=== Begin Enclosure ===

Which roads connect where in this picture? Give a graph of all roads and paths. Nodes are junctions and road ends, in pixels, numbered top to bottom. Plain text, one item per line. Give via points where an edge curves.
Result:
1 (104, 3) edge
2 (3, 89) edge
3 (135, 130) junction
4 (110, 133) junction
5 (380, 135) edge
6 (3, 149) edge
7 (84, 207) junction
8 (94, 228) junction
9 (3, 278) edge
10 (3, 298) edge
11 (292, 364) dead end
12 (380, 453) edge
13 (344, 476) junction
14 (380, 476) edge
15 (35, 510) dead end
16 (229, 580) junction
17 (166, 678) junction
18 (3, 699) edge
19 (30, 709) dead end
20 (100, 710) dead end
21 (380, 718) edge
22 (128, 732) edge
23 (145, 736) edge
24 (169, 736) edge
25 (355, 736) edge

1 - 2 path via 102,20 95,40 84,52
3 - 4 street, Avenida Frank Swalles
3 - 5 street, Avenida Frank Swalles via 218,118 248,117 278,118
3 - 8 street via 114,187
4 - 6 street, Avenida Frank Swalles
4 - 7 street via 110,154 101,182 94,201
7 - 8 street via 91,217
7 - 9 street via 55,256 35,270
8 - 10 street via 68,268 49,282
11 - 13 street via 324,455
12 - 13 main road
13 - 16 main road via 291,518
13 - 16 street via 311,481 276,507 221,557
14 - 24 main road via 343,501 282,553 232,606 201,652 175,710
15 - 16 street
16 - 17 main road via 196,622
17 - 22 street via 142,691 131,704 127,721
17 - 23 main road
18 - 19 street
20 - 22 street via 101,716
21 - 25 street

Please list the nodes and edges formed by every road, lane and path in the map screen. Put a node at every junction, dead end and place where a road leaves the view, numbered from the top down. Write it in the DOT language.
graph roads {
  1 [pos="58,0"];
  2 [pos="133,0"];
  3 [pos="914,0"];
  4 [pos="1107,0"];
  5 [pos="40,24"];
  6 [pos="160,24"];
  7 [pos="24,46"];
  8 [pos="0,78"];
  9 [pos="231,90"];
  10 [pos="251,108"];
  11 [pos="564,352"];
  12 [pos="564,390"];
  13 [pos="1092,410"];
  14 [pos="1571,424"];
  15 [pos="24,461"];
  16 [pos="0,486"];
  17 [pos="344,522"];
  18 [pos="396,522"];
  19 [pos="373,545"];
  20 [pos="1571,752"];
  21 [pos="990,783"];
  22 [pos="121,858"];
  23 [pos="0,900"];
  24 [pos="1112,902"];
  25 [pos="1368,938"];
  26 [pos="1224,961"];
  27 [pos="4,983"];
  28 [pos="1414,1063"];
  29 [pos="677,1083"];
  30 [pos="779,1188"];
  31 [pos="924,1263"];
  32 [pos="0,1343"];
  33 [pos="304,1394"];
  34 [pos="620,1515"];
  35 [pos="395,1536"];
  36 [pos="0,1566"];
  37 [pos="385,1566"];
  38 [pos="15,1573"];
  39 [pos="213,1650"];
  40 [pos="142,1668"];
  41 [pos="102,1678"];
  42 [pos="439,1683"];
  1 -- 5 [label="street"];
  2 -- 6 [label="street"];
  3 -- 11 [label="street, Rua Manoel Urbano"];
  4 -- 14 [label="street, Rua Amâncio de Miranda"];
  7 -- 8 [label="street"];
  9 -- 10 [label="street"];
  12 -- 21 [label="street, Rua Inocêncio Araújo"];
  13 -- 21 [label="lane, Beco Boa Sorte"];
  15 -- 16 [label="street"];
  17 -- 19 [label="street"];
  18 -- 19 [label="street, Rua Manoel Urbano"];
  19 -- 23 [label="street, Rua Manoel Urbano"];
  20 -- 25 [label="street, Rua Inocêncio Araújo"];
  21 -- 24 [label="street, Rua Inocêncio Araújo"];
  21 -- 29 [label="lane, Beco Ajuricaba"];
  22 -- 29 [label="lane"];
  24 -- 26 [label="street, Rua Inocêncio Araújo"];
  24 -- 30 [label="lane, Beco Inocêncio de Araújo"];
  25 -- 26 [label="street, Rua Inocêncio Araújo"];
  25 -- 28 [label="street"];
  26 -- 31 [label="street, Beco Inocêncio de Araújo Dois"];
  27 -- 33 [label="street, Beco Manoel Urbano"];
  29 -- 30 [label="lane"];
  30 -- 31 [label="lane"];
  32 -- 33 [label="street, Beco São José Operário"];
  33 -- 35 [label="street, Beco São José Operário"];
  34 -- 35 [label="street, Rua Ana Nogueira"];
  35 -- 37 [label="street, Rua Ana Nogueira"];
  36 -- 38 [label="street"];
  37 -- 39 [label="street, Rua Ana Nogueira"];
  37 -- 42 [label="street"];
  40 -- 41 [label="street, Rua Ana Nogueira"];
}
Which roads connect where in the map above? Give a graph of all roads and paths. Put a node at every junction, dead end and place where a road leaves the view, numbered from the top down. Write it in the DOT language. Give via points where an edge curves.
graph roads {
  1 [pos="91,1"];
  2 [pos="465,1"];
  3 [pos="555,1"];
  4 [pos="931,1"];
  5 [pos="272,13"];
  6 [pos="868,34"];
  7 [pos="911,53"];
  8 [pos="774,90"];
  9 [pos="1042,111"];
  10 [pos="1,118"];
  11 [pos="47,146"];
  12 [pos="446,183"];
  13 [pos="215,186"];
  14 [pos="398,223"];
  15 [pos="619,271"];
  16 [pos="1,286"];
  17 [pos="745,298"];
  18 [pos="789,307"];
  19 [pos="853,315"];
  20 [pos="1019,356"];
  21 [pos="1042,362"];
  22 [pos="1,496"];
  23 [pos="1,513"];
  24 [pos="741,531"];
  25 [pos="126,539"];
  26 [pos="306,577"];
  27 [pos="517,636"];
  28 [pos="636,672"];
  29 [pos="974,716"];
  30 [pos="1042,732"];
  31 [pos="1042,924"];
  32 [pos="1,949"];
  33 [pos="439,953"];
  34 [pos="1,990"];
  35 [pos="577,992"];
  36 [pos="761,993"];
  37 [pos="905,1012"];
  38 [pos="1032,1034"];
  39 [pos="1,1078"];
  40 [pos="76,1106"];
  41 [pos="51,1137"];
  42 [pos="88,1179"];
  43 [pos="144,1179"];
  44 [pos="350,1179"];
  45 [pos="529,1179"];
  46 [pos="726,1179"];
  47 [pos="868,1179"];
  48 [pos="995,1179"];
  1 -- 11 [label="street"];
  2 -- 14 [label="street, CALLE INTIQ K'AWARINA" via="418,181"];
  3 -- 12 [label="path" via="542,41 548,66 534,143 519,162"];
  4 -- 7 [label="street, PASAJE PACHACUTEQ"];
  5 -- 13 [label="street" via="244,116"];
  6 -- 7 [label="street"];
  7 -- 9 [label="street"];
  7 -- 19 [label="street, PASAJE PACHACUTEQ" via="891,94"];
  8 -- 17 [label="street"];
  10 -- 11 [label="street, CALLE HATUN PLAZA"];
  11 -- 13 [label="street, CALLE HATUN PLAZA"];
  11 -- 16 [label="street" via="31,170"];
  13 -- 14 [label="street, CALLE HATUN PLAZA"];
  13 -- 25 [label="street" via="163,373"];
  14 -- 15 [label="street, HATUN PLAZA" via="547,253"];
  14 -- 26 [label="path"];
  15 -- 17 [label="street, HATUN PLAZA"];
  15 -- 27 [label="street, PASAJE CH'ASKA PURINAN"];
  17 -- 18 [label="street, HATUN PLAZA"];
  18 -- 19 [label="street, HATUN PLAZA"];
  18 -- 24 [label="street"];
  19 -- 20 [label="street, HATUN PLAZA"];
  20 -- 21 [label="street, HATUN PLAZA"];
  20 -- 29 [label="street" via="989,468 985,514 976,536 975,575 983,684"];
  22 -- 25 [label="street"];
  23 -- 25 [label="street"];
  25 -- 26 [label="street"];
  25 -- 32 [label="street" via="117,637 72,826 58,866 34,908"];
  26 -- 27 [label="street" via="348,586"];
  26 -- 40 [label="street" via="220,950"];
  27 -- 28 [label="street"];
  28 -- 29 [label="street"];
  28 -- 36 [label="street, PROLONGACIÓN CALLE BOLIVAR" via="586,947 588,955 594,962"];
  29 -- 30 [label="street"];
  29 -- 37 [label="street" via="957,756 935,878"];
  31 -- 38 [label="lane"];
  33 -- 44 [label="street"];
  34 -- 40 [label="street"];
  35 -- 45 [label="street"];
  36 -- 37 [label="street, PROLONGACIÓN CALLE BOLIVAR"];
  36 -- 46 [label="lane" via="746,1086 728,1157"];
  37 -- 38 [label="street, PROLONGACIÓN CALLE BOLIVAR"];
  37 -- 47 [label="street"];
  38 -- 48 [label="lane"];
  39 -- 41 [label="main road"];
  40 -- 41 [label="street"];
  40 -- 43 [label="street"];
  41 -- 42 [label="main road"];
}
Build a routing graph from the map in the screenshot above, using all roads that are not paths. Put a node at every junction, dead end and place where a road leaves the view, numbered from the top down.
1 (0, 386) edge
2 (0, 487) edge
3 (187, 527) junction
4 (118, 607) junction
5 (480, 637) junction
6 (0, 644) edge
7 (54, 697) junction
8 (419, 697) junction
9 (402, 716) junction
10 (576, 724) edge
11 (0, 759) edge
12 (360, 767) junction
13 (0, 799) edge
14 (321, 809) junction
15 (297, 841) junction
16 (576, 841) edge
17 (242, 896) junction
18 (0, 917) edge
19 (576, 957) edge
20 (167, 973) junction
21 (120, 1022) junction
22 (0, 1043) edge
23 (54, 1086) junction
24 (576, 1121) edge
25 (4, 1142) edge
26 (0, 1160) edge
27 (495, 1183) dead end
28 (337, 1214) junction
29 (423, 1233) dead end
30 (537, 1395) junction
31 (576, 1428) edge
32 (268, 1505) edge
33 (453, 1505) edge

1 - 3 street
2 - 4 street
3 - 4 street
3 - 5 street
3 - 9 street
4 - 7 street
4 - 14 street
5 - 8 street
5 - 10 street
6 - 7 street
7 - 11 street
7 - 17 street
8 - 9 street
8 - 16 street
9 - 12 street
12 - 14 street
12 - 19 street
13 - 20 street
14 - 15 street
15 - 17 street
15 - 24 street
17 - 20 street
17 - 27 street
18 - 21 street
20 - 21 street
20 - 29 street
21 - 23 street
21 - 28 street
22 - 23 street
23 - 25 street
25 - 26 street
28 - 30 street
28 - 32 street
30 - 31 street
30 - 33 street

=== End Enclosure ===

Write out every line from the data above that includes "lane".

*Answer to this exercise:*
Please list the nodes and edges formed by every road, lane and path in the map screen. Put a node at every junction, dead end and place where a road leaves the view, numbered from the top down. Write it in the DOT language.
  13 -- 21 [label="lane, Beco Boa Sorte"];
  21 -- 29 [label="lane, Beco Ajuricaba"];
  22 -- 29 [label="lane"];
  24 -- 30 [label="lane, Beco Inocêncio de Araújo"];
  29 -- 30 [label="lane"];
  30 -- 31 [label="lane"];
  31 -- 38 [label="lane"];
  36 -- 46 [label="lane" via="746,1086 728,1157"];
  38 -- 48 [label="lane"];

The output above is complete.